*** Extracted records Section Begins ***

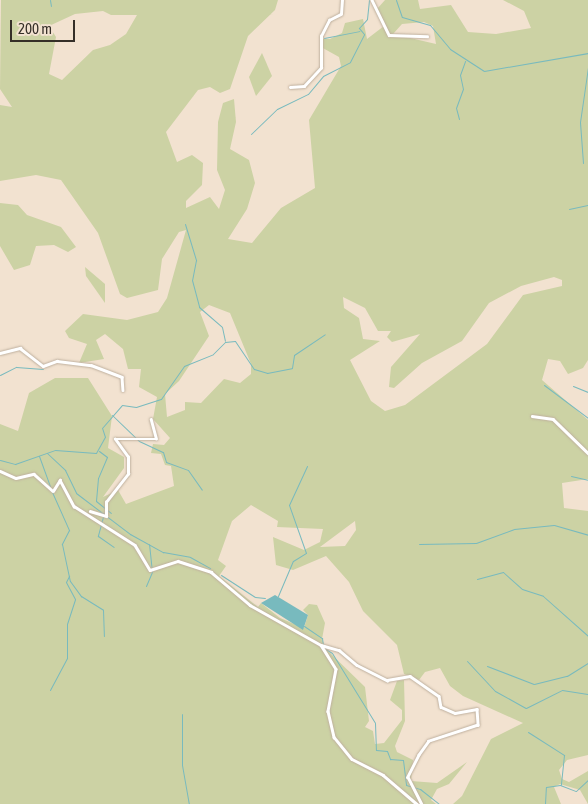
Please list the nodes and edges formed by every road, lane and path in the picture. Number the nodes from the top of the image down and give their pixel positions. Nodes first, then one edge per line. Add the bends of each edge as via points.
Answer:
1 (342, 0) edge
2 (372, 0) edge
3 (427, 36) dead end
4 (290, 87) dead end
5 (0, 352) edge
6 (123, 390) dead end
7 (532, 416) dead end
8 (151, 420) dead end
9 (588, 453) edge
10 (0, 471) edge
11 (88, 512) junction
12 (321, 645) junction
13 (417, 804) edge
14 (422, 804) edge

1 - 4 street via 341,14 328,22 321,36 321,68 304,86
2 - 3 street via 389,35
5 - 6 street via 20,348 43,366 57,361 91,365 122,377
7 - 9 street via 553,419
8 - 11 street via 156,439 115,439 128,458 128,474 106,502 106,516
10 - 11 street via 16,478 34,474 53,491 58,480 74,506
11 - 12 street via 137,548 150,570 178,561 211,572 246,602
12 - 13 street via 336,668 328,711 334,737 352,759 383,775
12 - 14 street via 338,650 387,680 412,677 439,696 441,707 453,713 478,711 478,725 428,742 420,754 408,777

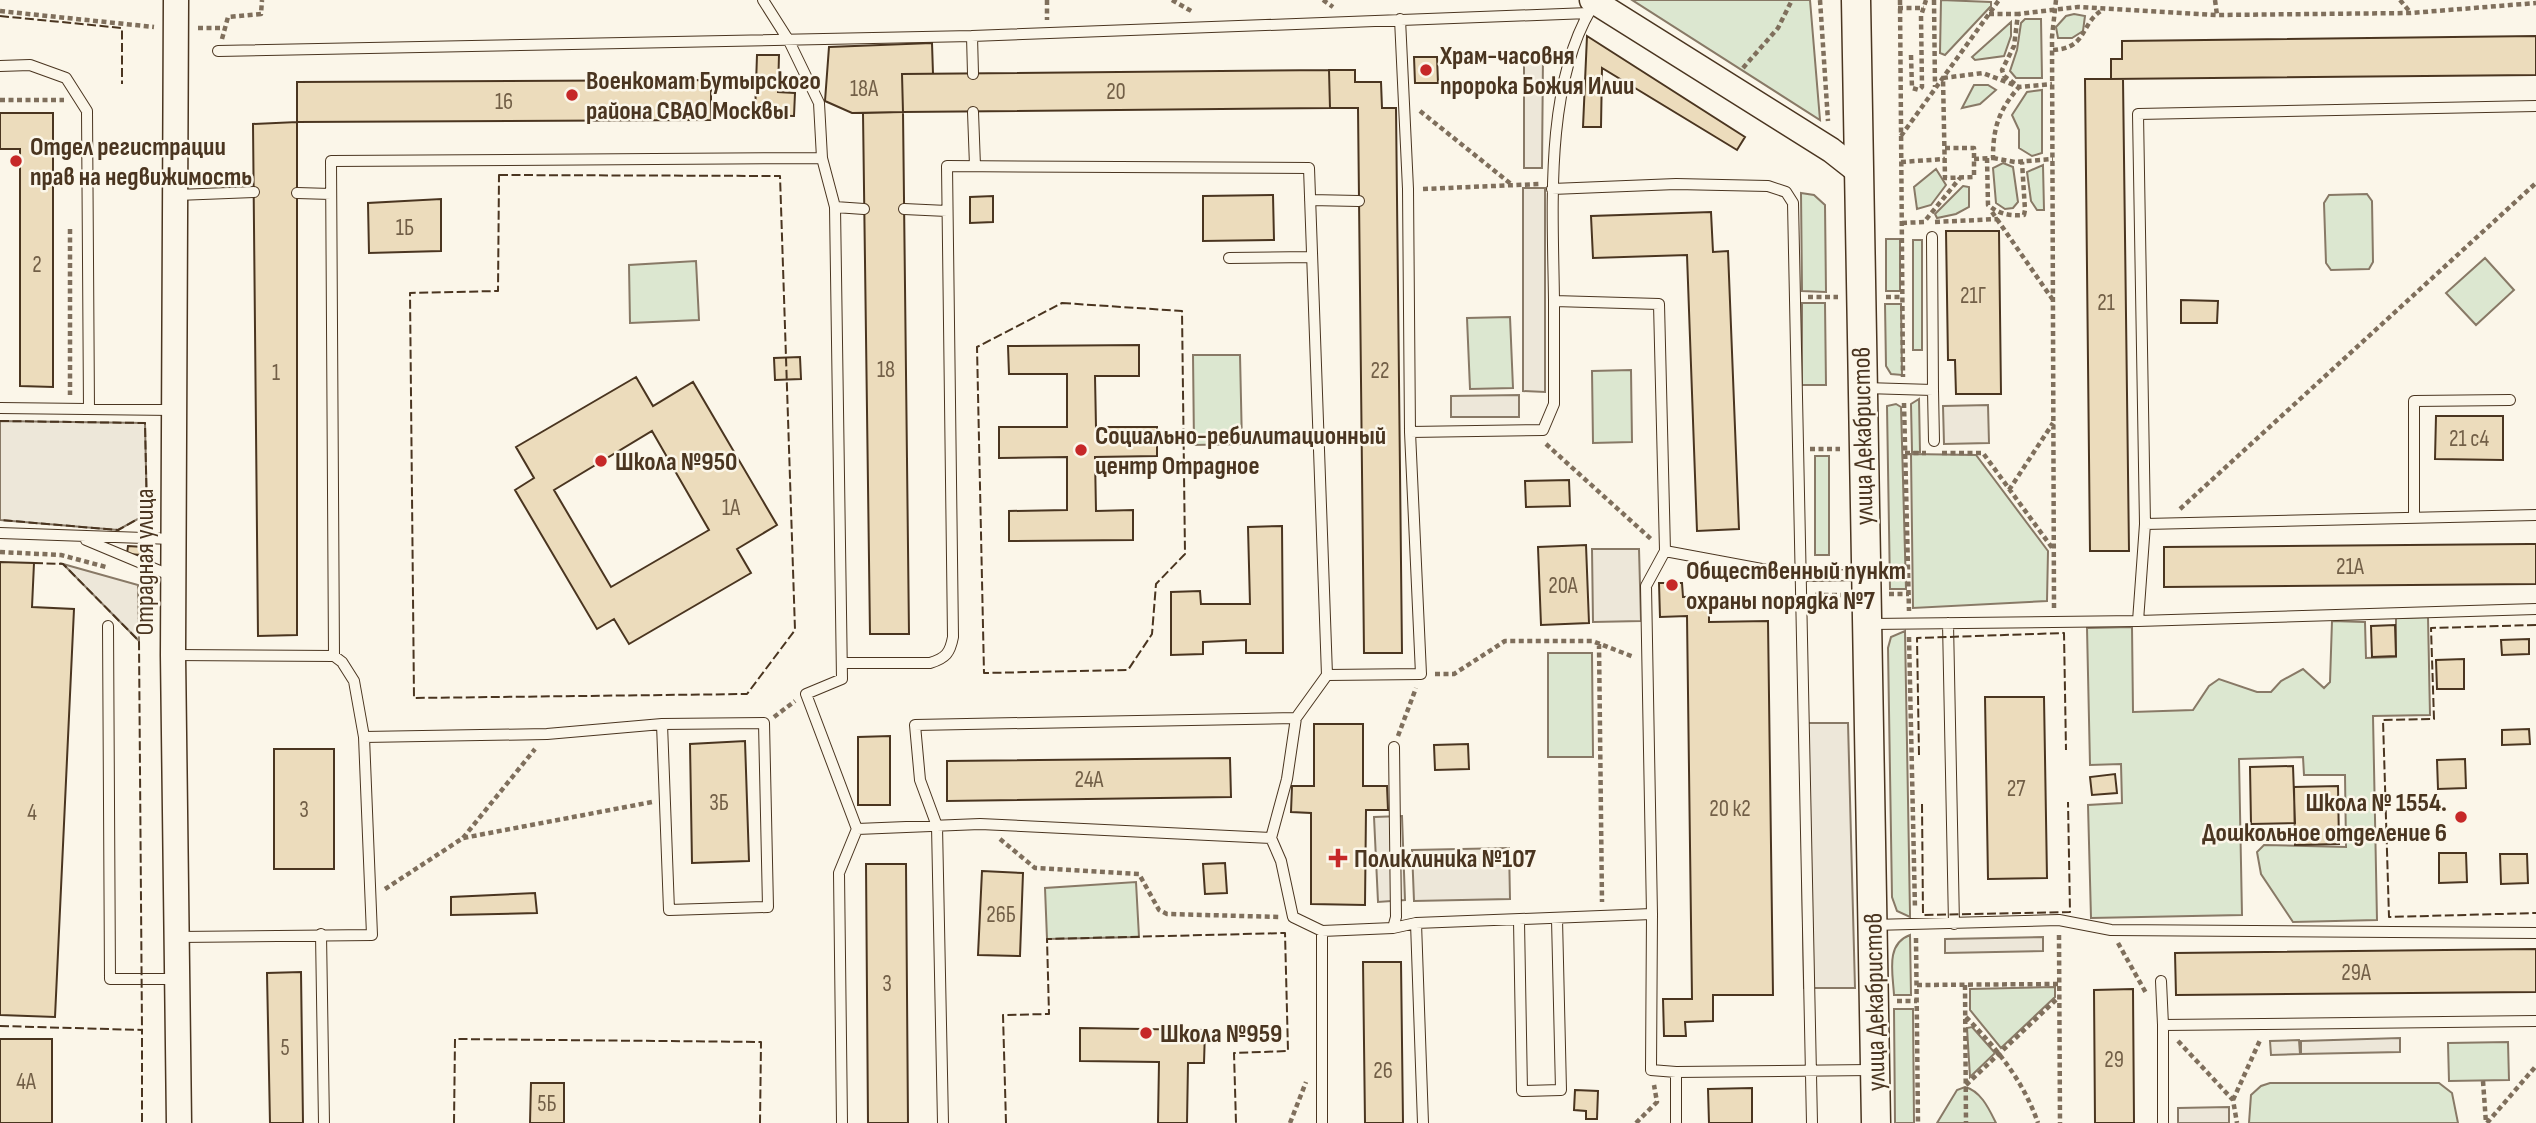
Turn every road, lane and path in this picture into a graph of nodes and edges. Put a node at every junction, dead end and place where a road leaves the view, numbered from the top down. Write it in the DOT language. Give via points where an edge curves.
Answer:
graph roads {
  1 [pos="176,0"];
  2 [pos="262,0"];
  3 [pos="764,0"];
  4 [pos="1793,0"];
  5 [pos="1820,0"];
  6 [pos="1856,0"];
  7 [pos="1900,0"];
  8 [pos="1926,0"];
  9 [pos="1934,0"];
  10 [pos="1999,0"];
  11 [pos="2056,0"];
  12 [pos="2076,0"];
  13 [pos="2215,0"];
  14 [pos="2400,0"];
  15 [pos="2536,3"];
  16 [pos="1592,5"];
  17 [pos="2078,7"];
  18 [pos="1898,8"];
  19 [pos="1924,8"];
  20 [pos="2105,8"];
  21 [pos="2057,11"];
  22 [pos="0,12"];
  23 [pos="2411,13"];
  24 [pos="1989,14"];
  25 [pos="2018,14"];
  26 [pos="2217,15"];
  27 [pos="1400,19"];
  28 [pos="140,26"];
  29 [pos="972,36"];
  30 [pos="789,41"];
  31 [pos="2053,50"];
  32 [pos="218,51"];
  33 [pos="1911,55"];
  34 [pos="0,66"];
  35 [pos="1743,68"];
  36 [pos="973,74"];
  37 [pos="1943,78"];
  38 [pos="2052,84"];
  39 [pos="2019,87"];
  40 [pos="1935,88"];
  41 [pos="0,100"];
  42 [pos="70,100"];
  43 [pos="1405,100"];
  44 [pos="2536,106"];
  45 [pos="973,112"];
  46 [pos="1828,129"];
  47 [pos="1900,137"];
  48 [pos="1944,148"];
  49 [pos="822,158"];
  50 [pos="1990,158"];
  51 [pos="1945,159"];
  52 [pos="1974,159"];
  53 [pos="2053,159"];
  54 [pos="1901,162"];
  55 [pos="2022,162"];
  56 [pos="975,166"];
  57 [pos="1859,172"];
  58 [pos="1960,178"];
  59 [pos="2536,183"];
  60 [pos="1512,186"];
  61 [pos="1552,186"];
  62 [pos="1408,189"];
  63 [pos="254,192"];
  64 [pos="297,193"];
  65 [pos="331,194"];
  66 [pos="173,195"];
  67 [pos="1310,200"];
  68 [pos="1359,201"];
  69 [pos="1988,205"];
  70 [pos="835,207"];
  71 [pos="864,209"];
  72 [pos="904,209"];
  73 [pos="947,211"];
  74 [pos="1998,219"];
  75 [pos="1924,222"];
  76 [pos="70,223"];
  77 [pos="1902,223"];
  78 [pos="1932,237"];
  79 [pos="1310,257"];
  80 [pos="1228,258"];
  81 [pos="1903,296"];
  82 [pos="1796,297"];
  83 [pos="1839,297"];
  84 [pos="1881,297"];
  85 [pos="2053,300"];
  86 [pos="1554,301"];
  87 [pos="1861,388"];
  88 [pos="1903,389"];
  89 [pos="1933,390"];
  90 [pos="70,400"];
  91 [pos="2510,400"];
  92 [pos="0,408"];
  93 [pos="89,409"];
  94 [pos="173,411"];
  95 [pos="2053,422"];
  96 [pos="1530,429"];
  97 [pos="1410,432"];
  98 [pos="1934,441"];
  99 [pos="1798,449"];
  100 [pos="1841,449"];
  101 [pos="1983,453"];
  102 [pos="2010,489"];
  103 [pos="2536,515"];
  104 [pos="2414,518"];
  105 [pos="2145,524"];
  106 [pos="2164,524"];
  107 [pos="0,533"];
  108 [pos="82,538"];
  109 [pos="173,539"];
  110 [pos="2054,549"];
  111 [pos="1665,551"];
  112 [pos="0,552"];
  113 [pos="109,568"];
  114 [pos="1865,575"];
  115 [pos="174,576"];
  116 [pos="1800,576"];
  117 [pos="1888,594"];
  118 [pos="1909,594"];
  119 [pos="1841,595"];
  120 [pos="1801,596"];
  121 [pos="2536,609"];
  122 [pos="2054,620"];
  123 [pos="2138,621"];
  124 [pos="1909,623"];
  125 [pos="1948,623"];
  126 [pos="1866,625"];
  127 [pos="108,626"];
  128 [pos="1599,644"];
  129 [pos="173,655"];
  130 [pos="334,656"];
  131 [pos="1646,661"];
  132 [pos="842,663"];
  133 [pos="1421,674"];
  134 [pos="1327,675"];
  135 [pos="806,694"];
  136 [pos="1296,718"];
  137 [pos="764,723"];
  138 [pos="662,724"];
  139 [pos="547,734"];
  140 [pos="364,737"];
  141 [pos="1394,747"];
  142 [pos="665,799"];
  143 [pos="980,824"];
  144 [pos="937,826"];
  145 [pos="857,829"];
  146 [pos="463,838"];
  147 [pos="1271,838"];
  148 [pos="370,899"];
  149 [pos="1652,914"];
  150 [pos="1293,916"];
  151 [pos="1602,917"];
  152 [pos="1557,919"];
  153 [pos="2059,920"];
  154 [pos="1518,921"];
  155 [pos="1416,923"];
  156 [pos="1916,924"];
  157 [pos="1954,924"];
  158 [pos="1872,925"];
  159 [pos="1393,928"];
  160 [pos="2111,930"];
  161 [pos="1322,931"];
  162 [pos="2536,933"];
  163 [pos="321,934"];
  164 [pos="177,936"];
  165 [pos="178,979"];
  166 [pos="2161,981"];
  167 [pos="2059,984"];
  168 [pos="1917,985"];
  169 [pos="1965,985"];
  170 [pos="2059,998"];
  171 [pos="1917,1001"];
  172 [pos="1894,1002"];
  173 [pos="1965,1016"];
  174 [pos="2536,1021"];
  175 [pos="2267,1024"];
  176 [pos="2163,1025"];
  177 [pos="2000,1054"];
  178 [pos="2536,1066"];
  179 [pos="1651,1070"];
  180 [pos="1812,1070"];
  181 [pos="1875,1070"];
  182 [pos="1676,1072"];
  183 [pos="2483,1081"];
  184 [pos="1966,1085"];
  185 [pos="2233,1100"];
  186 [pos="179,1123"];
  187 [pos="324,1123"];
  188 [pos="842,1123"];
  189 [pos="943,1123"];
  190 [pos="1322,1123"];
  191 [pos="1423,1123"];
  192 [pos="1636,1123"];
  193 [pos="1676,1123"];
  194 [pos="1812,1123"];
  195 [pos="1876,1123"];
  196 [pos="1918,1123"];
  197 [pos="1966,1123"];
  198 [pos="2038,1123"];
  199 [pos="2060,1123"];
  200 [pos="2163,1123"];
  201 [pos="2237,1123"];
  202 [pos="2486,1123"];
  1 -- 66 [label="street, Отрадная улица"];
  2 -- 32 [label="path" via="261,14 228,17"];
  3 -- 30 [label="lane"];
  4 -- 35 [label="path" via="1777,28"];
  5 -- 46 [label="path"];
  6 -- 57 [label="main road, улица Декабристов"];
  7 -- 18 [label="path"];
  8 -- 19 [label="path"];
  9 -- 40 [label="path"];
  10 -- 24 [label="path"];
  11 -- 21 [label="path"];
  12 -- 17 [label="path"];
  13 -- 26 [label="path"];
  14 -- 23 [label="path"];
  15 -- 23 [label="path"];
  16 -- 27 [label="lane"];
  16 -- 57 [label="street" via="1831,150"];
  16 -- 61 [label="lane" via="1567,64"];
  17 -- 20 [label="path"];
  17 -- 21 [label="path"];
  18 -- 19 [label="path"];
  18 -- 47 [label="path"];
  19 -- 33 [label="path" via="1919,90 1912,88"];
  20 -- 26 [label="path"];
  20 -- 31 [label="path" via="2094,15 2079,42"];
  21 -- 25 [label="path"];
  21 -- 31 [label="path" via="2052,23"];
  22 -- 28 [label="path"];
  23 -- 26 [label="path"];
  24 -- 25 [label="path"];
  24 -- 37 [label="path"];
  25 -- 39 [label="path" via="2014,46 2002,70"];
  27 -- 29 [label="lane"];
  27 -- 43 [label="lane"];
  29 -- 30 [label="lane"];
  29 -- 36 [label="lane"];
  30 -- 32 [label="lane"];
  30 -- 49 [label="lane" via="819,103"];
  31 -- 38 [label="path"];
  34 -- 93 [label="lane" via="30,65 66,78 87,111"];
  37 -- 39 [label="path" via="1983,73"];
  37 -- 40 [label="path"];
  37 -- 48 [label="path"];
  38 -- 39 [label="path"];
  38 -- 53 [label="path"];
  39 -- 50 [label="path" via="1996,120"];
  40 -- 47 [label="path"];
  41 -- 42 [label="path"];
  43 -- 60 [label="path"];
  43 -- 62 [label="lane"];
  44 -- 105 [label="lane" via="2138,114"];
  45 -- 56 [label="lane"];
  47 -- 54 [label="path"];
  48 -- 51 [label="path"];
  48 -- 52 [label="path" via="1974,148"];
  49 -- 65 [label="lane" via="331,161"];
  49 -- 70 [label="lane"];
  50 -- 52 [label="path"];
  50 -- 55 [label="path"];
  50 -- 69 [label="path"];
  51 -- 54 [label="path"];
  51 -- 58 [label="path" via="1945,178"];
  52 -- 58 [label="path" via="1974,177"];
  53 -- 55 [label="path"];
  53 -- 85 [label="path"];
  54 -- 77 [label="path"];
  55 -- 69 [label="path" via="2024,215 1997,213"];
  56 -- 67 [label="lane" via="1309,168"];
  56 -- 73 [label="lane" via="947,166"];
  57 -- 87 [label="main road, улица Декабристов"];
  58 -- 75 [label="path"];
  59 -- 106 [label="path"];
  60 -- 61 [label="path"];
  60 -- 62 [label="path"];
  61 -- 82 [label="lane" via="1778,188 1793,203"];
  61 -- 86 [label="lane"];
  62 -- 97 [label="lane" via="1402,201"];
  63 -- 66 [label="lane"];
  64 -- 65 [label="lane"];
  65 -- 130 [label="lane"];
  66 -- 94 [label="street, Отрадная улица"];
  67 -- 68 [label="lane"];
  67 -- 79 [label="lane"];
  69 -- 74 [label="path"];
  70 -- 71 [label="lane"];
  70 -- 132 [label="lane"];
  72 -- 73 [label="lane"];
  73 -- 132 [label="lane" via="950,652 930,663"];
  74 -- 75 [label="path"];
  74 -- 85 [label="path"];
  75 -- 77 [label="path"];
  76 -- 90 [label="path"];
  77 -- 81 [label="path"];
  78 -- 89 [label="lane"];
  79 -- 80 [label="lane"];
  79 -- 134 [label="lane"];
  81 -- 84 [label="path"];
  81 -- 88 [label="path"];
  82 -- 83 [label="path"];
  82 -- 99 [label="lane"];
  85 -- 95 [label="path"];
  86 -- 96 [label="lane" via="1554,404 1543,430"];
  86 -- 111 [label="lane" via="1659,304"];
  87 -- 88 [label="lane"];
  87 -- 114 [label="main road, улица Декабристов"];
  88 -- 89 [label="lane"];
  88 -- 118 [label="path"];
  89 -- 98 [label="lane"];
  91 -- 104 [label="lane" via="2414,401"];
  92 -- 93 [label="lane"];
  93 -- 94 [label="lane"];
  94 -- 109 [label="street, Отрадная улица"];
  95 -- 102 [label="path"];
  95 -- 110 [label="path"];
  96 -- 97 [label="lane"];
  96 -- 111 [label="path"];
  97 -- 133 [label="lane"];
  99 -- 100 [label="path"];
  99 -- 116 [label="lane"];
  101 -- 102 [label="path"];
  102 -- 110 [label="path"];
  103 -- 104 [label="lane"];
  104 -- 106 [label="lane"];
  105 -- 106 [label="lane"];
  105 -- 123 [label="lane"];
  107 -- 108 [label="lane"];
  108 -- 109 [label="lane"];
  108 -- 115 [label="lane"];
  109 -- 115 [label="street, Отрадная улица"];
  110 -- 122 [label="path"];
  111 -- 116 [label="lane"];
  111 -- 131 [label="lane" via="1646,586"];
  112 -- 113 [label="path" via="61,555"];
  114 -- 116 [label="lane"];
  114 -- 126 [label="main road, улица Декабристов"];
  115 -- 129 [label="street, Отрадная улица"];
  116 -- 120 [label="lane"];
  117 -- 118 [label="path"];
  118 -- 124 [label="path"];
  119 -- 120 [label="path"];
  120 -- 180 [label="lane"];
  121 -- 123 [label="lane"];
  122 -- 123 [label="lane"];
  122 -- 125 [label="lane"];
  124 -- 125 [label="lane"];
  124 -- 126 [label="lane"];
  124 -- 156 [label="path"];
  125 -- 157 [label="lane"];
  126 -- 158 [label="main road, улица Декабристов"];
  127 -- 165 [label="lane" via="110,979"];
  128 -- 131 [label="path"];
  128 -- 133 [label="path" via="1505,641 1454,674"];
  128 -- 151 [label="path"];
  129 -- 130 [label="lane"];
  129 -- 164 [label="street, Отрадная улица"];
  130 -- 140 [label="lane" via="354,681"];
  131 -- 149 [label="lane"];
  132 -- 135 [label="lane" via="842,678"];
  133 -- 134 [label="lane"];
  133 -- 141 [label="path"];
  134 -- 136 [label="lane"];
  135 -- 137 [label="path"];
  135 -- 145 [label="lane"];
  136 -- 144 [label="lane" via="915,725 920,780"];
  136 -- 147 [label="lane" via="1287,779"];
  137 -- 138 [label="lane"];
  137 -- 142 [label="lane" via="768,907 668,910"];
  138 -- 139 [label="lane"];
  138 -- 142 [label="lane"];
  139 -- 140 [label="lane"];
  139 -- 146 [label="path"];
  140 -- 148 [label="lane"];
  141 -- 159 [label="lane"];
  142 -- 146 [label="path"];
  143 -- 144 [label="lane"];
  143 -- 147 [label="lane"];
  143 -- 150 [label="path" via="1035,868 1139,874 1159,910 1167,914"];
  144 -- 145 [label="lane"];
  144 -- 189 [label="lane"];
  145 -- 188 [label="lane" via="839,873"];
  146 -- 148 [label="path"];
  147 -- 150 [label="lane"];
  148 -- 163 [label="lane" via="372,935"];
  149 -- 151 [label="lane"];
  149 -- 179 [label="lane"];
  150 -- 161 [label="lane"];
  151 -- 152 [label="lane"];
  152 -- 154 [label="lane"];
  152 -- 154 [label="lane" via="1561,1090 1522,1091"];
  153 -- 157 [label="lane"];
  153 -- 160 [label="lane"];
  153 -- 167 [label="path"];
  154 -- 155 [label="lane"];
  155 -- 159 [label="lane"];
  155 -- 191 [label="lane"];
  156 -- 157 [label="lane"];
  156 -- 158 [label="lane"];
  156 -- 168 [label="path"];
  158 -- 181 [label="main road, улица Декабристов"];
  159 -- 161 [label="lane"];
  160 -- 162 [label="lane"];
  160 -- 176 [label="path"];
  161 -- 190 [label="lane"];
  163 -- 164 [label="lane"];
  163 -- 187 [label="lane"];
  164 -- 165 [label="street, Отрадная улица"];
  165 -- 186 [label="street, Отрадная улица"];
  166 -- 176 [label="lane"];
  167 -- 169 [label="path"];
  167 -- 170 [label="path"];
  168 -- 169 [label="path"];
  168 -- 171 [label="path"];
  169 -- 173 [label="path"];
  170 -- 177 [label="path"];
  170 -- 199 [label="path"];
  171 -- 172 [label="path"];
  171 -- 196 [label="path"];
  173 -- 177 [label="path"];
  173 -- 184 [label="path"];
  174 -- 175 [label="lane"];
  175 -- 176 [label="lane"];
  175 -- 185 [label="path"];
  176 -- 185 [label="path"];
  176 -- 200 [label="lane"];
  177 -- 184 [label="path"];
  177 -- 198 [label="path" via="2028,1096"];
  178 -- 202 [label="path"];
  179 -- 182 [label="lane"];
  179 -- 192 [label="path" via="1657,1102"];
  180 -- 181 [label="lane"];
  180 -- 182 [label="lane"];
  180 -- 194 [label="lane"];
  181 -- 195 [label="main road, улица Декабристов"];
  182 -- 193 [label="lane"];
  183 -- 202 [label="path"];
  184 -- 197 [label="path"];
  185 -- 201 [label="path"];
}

*** Extracted records Section Ends ***

→ **Exercise**
Please extract exactly the lines of the data, from the first through the line containing "Turn every road, lane", and add no pictures to the copy.

→ **Output below**
Please list the nodes and edges formed by every road, lane and path in the picture. Number the nodes from the top of the image down and give their pixel positions. Nodes first, then one edge per line. Add the bends of each edge as via points.
Answer:
1 (342, 0) edge
2 (372, 0) edge
3 (427, 36) dead end
4 (290, 87) dead end
5 (0, 352) edge
6 (123, 390) dead end
7 (532, 416) dead end
8 (151, 420) dead end
9 (588, 453) edge
10 (0, 471) edge
11 (88, 512) junction
12 (321, 645) junction
13 (417, 804) edge
14 (422, 804) edge

1 - 4 street via 341,14 328,22 321,36 321,68 304,86
2 - 3 street via 389,35
5 - 6 street via 20,348 43,366 57,361 91,365 122,377
7 - 9 street via 553,419
8 - 11 street via 156,439 115,439 128,458 128,474 106,502 106,516
10 - 11 street via 16,478 34,474 53,491 58,480 74,506
11 - 12 street via 137,548 150,570 178,561 211,572 246,602
12 - 13 street via 336,668 328,711 334,737 352,759 383,775
12 - 14 street via 338,650 387,680 412,677 439,696 441,707 453,713 478,711 478,725 428,742 420,754 408,777

Turn every road, lane and path in this picture into a graph of nodes and edges. Put a node at every junction, dead end and place where a road leaves the view, numbered from the top down. Write it in the DOT language. Give via points where an edge curves.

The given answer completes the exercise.